Story

Digital Story Telling Tool: Prezi & Pintrest

My Digital Story:

If the screen is not large enough or have a problem to play the Prezi presentation use the link here.

My Pintrest “Online Identity” activity board. Click here to access the Pintrest board.

Online Identity

 

 

 

 

 

 

 

 

 

Prezi & Pintrest as a story telling tool

There is vast amount of information generated everyday online. Students need to know how to examine and evaluate the information and present it with digital tools or medias. The partnership for 21st Century Skills identified information, media and technology skills as the 21st century learning skills (Partnership for 21st century skills, n.d).  Therefore, it is crucial to acquire these skills to be successful in 21st learning due to exponential technology advancement.

The Prezi activity is designed to encourage students to participate actively to acquire both multiliteracies and digital citizenships by creating presentations based on their own social media stories. Research has shown that people learn best not when they participate passively – receiving information or simply viewing content – but when they participate actively – exploring, experimenting, and expressing themselves, as well as designing, creating and inventing with materials. (Resnick, 2002)

I selected Prezi and Pintrest as my digital story telling tools to promote multi literacies and help students explore their online identity as a part of a digital citizenship lesson.

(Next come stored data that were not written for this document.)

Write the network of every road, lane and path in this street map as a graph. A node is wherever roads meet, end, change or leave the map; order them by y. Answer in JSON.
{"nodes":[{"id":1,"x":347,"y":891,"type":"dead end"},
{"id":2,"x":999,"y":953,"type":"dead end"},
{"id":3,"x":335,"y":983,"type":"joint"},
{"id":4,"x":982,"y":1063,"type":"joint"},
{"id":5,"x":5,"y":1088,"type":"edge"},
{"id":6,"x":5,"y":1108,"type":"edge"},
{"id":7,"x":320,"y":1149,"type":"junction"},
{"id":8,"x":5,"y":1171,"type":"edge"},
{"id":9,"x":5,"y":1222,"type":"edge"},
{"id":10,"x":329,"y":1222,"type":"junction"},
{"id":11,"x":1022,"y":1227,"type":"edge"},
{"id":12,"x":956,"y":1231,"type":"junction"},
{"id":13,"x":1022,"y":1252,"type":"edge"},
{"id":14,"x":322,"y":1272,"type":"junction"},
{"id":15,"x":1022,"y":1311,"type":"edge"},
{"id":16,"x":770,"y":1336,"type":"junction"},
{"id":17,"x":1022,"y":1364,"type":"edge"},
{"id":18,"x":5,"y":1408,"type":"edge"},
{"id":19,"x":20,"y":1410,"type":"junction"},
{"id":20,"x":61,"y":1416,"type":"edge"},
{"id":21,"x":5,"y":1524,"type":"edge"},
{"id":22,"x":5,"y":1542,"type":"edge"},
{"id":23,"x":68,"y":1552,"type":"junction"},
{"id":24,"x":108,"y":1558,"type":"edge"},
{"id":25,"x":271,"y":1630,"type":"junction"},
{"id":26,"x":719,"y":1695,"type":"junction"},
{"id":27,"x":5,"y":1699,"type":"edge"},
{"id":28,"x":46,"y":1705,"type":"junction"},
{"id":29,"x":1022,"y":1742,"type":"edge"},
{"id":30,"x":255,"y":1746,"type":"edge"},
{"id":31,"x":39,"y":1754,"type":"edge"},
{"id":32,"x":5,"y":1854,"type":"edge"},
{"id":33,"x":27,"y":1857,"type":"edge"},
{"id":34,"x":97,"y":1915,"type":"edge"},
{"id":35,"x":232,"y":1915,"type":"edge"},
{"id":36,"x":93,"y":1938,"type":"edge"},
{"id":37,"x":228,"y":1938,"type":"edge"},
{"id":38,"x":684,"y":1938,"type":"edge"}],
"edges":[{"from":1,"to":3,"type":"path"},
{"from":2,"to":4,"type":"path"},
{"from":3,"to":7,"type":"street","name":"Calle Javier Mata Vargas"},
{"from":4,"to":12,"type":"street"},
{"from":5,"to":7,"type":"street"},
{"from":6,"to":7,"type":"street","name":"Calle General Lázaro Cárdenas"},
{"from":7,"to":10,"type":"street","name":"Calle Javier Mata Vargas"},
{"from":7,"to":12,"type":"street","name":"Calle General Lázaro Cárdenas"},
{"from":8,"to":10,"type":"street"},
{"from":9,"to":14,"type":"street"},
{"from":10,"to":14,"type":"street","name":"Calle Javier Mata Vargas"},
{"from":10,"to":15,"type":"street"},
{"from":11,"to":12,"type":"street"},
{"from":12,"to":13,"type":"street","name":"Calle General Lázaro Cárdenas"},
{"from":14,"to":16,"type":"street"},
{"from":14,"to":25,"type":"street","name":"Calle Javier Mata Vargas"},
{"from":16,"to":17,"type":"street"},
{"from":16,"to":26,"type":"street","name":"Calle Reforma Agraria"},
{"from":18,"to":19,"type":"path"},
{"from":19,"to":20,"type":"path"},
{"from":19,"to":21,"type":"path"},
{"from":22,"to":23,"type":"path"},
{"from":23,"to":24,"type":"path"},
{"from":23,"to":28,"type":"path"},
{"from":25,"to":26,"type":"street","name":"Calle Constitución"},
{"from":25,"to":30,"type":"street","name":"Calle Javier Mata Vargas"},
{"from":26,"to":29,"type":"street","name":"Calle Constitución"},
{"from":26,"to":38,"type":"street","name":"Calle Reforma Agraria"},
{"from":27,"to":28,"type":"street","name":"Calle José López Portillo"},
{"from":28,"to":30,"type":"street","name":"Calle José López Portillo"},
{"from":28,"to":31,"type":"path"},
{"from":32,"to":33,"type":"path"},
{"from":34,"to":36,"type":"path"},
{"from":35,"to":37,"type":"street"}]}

Students will gain multiliteracies – digital literacy, information literacy, visual literacy, and multimedia literacy – through creating their own stories with Prezi and Pintrest.  The New London Group presented a theoretical overview of the connections between the changing social environment facing students and teachers and a new approach to literacy pedagogy that they call “multiliteracies” (New London Group, 1996). Literacy involves gaining the skills and knowledge to read and interpret varying texts and artifacts, and to successfully navigate and negotiate knowledge in society. Traditional literacy is defined as the ability to read, write, listen and speak. However, the new form of literacy requires multiliteracies  – digital literacy, information literacy, visual literacy, and multimedia literacy – as well.  Prezi and Pintrest will offer the following literacies:

  • Presenting information through Prezi – utilizing images, structuring information in a concise and meaningful way, examining information and giving feedback to each other on individual presentations – will help students attain digital and visual literacies.
  • The process of finding and evaluating information for their presentation will promote information literacy.
  • Collective boards in Pintrest will provide students and a teachers with the opportunity to construct knowledge collaboratively as a learning community (Scardamalia & Bereiter, p. 272)
  • Students will learn how to create or use images, and audio and video files through the Prezi and Pintrest activity

How the story will be incorporated in the classroom

Target audiences are grades 10-12 who can create their own Prezi and Pintrest accounts with parents’ consent. There is the alternative downloadable exercise file for students who cannot participate in the online activities. The digital story is aimed for a part of the multiliteracies and digital citizenship class.

The story is about finding one’s identity online. There are a lot of social media websites and cloud based web services companies since web 2.0 technologies came into the main stream on Internet. Social media and cloud-based web service access are not limited only to adults. Most social media sites and web-based cloud software offer the service to users aged 13 and above with parents’ consent. It is inevitable that students will be using those technologies outside class. However, they don’t have many opportunities to be educated about digital citizenship in class. They know how to use the technologies in a limited way but they don’t know how to be good digital citizens.  The activity to create their own story of online identity based on their social media activities will allow them to reflect on how they behave in digital space and to think about their offline and online identities . The process will also help them acquire the 21st learning kills – digital literacy, information literacy, visual literacy, and multimedia literacy.

 

Reference:

Information, Media and Technology skills (n.d). Partnership for 21st Century Skills. Retrieved from:  http://www.p21.org/about-us/p21-framework/61

New London Group. (1996) “A Pedagogy of multiliteracies: Designing social futures.” Harvard Educational Review 66.1: 60-92.

Resnick, M. (2002). Rethinking Learning in the Digital Age. In The Global Information Technology Report: Readiness for the Networked World, edited by G. Kirkman. Oxford University Press.

Scardamalia, M. and Bereiter, C. (1993). Support for knowledge-building communities. The Journal of Learning Sciences 3(3), 265-283.